Capturing a Student Peer Group Connection Retreat
Baltimore-based photographer Matt Roth shares his experience bonding with students during an assignment to photograph a Peer Group Connection retreat at Camp Letts in Edgewater, Md.
I spent a weekend this month at Camp Letts in Edgewater, Md., with students from two Baltimore high schools as part of a Peer Group Connection retreat. I love these kinds of assignments, where I just get to hang out and make pictures. Originally I was to spend Friday night at the camp, but, when schools are looking after teenagers, it’s probably a good policy to not invite a perfect stranger to spend the night. A bummer for me, but a smart policy, nonetheless.
And as long as we’re talking about bummers — THE FRIDAY NIGHT BONFIRE WAS CANCELLED!!! stupid rain. The weather certainly didn’t deter the kids from trying to start a game of hide-and-seek, or playing basketball. There were a lot of outdoor activities during the few hours of free time before “lights out” at 11. The later it got, the bunk rooms in the lodges became the social hubs.
Friday night just after I arrived an impromptu dance session broke out!!! It was amazing! They made a melody with a piano and chanting and they banged on the walls and clapped for rhythm.
Most of the people in the groups seem to be on really good terms. I’m not sure whether the students were close friends, but they’re a tight-knit, highly functioning peer group.
All that unstructured hang-out time was great for me because it gave me time to get to know these kids a bit better and allow them to get comfortable with me making pictures. They weren’t shy. They warmed up to me pretty quickly. Probably the hardest part of my interactions was explaining what Education Week is. “It’s the newspaper your principal and teachers read.” They’d look at me blankly, then strike a pose and say “Hey. Take my picture!” Ha! Y’know. I used to fight those demands. I still do a little, but I kind of love those photos. It’s subtle, but their personalities show in those poses. Also, it’s a good intro to get to know some of these kids better, too. Plus I get the opportunity to tell them that I’m looking for candid moments. They’re smart kids. They understood what I was going for. And I got amazing access! — especially when it was their turn on the Color Wheel and their peers are being maybe a little too honest.

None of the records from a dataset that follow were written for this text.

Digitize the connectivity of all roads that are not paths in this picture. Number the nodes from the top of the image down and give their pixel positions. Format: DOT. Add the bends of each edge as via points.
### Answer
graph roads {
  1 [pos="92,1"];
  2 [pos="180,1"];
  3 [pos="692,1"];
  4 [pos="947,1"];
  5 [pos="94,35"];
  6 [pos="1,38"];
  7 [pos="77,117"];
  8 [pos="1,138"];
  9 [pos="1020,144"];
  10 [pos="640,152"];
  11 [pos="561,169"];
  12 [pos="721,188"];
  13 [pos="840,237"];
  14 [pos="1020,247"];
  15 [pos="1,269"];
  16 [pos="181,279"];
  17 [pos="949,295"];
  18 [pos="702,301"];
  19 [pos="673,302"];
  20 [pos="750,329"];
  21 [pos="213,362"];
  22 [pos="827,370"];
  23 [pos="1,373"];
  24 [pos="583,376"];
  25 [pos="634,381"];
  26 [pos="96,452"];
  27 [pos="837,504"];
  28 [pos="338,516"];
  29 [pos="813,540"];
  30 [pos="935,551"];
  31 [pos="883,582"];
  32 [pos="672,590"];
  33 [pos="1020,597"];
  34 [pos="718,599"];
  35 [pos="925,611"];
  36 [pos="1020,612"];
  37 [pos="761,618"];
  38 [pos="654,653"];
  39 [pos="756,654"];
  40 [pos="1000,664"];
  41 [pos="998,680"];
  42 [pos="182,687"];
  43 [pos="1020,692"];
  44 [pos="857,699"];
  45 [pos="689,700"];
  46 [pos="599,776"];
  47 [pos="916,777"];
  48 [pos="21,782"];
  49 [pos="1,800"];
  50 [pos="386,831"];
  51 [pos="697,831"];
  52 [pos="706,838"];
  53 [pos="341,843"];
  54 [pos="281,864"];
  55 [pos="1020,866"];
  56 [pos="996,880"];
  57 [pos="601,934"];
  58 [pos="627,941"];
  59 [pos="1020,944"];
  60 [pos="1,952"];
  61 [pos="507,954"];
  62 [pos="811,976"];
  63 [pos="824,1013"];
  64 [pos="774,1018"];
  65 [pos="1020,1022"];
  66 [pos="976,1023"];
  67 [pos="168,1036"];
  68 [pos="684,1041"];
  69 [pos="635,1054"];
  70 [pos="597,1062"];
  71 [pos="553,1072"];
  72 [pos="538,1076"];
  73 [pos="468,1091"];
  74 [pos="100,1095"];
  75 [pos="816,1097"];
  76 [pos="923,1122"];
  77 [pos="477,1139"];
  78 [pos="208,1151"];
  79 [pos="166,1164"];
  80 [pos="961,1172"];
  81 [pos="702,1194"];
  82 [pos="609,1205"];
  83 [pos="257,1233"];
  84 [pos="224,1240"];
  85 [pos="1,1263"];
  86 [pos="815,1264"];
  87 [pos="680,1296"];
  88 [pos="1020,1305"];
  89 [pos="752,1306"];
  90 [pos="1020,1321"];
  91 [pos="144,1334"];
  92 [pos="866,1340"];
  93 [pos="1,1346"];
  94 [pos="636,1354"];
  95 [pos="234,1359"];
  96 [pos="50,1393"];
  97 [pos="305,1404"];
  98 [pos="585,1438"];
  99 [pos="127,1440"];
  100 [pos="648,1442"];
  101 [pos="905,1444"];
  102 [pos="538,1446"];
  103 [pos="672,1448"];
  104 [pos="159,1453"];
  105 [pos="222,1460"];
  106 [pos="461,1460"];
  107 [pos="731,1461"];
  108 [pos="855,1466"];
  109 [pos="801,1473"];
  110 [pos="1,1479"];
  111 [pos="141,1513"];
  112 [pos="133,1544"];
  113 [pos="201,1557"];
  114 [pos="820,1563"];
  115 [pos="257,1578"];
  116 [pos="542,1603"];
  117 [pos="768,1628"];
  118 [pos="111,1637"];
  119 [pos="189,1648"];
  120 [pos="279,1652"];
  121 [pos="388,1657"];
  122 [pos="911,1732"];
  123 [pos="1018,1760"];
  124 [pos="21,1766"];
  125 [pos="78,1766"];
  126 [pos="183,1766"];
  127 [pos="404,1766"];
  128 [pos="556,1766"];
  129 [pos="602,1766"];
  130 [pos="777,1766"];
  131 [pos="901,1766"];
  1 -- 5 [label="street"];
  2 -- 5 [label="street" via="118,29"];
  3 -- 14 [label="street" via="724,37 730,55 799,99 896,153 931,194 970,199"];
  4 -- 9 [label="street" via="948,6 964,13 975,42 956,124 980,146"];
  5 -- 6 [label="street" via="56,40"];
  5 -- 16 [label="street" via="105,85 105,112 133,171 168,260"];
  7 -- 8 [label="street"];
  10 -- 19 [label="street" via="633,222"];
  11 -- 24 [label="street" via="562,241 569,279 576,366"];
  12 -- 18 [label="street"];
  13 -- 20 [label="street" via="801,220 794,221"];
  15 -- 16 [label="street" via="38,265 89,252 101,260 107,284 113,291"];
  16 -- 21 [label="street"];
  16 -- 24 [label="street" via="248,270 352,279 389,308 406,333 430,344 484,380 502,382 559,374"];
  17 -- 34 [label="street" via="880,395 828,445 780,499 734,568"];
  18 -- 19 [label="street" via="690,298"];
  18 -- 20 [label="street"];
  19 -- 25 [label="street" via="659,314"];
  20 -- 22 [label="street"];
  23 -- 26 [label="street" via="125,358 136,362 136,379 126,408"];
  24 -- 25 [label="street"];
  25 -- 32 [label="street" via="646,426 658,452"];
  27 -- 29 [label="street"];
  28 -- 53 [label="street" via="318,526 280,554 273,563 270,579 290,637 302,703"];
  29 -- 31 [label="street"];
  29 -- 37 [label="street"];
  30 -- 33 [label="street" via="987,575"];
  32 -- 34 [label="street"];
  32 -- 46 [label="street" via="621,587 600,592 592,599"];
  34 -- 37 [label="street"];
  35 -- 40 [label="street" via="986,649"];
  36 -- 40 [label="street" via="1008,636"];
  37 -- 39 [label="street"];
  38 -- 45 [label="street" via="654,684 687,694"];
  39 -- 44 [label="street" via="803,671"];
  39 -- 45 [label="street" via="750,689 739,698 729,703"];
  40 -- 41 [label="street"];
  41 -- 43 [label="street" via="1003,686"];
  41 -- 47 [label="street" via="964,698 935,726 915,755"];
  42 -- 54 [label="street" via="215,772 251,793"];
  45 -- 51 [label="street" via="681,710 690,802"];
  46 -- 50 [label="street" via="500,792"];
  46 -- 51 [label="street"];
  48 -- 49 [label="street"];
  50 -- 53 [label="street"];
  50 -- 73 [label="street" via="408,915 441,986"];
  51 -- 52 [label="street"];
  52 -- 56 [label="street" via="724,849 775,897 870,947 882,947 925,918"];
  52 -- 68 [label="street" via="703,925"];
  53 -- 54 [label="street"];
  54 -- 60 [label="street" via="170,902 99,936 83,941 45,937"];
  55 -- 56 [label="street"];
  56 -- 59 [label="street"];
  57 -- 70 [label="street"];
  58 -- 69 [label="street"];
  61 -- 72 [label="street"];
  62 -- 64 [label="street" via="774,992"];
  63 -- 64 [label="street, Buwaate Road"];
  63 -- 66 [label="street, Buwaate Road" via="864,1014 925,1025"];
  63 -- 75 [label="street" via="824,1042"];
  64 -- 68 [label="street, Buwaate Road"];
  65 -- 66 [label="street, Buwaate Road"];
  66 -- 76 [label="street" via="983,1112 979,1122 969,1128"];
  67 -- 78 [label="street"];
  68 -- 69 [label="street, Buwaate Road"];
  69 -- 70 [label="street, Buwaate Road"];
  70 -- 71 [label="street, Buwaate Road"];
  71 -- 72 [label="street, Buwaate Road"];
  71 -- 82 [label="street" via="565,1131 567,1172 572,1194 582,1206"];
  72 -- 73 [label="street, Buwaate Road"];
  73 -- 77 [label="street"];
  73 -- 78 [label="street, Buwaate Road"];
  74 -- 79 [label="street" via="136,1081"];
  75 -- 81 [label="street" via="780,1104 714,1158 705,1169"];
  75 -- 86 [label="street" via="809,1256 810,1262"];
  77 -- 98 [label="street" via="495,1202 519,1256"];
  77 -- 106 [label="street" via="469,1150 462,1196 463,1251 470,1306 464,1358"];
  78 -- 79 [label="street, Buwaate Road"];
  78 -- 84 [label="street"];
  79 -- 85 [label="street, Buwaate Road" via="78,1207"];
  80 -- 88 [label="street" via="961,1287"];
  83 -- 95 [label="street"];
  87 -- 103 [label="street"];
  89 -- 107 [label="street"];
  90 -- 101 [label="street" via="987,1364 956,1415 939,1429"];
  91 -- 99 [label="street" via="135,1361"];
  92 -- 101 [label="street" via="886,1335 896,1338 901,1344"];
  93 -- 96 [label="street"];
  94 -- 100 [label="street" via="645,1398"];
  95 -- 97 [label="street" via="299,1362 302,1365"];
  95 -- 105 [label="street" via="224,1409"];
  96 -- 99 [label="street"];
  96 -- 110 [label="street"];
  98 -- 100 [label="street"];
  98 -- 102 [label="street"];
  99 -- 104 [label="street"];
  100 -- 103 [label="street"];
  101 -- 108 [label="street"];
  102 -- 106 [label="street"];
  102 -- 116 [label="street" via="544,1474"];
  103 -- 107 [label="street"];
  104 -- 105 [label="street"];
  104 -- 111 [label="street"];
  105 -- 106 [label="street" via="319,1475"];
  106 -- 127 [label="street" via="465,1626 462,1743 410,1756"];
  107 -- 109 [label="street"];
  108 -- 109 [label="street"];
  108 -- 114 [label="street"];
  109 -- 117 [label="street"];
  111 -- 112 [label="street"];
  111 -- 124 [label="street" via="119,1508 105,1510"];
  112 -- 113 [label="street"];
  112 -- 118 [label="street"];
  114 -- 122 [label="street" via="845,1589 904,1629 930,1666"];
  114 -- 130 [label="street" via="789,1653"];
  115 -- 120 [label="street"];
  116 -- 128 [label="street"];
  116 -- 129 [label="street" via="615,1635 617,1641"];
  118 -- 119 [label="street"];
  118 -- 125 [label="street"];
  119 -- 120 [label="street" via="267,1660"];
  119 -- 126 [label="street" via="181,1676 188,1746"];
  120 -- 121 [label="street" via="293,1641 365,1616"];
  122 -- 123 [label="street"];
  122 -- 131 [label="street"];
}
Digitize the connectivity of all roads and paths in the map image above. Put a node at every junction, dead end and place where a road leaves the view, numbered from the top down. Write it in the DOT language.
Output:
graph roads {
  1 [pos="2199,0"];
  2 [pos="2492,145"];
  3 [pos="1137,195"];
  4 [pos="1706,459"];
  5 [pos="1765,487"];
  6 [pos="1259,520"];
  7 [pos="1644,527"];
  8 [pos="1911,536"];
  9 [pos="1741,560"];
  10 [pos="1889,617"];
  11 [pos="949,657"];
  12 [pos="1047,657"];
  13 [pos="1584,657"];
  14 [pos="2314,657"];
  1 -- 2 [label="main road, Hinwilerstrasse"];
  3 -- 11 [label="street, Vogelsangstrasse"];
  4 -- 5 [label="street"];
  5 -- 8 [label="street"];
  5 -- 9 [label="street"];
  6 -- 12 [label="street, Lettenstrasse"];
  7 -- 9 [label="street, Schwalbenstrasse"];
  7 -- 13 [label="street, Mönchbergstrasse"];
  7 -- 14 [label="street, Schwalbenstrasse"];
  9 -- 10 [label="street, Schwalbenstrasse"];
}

Let me back up. The Color Wheel is a peer mediation exercise. I think it’s fascinating! Everyone in the group gets a worksheet, and on the worksheet is a circle of smaller circles. Each small circle represents one person in the group. The idea is to use colors as a conduit for describing how people in the group feel about each other. The colors have meaning. And when a person’s name is called, he or she has to sit there quietly and listen to why peers chose those colors and how they are viewed. The descriptions can be flattering, vague, overly polite, and pretty harsh. No comments. No justifications. No clarifications. …and I suppose “thank yous” aren’t allowed either. They just have to listen.
Some kids received mostly compliments, and, of course, they smiled a lot. Others got an earful. It was really interesting to watch those kids’ body language change. You could see the wheels turning in their brains. Their defenses would go up, they’d become incredulous, melancholy would creep in. I could tell they were hurt. By the end, the wind was knocked out of their sails. I think the people who were hit the hardest during the exercise might have been perceived to have the toughest exterior. But, to the group’s credit, there was no lambasting. Most of the harsh spins on the color wheel were constructive, with compliments sprinkled in.